Direct RNA sequencing

109 NF54 gametocytes (stage II to V) were harvested by centrifugation (500g for 3 min at 4 °C), then lysed with 0.15% Saponin (Sigma) in DPBS on ice for 2 min and washed once with DPBS. The RNA was then extracted with TRIzol Reagent (Thermo Fisher) according to the manufacturer′s protocol. RNA quality was checked with the RNA 6,000 Nano Kit (Agilent) with an Agilent 2100 Bioanalyzer. Total RNA (75 μg) was treated with a Dynabead mRNA Purification kit (Thermo Fisher). 500 ng of poly-A RNA were processed with the Direct RNA Sequencing kit from Oxford Nanopore Technologies. In brief, the library is generated by ligation of a 3′ adaptor on the RNA molecules, followed by reverse transcription with Superscript III (Thermo Fisher), purification of the DNA–RNA hybrids with Agencourt RNA XP beads (Beckman Coulter), ligation of the 1D adaptor, purification with Agencourt RNA XP beads (Beckman Coulter) and quantification of DNA–RNA hybrids by using the DNA HS kit (Qubit). The sample was spiked with a control RNA (5%) and was loaded on a MinION flow cell (Oxford Nanopore). Sequencing was performed as recommended with the MinKNOW software (v.19.10.1). Base calling was performed in Guppy (v.3.4.3) and quality control was performed with PycoQC (v.2.5.0.10). After quality control, 639,440 reads with a mean Phred score of 10.63 and a median reads size of 698 bp were recovered.
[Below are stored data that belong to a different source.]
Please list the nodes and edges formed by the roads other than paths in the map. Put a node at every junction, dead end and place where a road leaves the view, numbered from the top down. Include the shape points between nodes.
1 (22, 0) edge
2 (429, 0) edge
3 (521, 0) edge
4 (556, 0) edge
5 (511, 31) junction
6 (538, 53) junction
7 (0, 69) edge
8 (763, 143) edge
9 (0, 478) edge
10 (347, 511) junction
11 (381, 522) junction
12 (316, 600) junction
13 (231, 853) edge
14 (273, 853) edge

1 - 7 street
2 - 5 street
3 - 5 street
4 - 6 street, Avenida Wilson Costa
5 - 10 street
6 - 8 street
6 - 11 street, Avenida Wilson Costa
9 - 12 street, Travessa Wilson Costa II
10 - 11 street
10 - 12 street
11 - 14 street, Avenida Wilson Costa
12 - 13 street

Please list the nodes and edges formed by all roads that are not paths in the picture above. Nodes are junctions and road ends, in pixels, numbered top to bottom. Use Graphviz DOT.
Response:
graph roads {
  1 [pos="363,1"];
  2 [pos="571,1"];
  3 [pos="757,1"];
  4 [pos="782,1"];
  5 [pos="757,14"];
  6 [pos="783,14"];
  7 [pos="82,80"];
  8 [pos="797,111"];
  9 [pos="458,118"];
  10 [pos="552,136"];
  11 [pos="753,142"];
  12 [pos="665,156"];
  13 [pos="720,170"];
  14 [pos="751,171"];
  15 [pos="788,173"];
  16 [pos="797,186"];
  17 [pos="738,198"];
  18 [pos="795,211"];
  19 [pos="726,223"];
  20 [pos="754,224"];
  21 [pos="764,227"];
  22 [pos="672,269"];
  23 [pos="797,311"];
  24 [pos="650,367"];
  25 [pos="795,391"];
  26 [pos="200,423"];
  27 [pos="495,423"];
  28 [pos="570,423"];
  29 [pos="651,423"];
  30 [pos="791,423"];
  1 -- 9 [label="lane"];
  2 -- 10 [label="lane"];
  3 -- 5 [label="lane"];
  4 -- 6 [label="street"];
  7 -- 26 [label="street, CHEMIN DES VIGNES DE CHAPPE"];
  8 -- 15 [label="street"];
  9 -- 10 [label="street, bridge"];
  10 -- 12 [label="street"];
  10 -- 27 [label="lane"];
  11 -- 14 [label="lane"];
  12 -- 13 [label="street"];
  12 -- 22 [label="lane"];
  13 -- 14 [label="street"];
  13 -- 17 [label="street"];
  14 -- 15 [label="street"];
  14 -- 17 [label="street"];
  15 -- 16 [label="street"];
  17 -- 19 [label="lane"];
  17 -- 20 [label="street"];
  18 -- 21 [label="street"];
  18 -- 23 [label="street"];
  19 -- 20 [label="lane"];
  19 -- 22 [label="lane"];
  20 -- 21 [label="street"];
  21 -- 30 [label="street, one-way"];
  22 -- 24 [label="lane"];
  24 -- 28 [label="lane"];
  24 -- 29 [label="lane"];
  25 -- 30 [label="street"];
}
The data were aligned with minimap2 (v.2.17-r941)53 to the control RNA sequence and Samtools (v.1.9)54 stats was used to calculate the run error rate, which amounted to 6.72 %. The reads were aligned to the P. falciparum genome v3 (GenedB, November 2019) by using minimap2 (v.2.17-r941)53 with options -ax splice -k14. 79.8% of the reads mapped to the reference genome. Bedtools (v.2.29.1)45 was used to generate stranded bed files with the genomeCoverageBed command. The coverage analysis and read visualization were performed with the R package Sushi (v.1.24.1)55. The coding potential of the lncRNA was tested with CPAT19.

Statistical analysis

For all experiments, the number of biological replicates are provided in the figure legends. Statistical analyses were performed in the R environment (v.4.1.0) by using RStudio (v.1.4.1717). The IFA and qRT–PCR sex ratio measurements were first tested for equal variance by implementing an F-test with default parameters to compare the variances of the two samples. The samples were then compared by using a student t-test with default parameters (two-sided) and by specifying var.equal = TRUE/FALSE in accordance with results of the F-test. The mutual exclusivity of expression was tested with a Fisher’s Exact Test for count data. The significance codes in the figures: NS, non-significant; *, P < 0.05; **, P < 0.01; ***, P < 0.001.

Reporting summary

Further information on research design is available in the Nature Portfolio Reporting Summary linked to this article.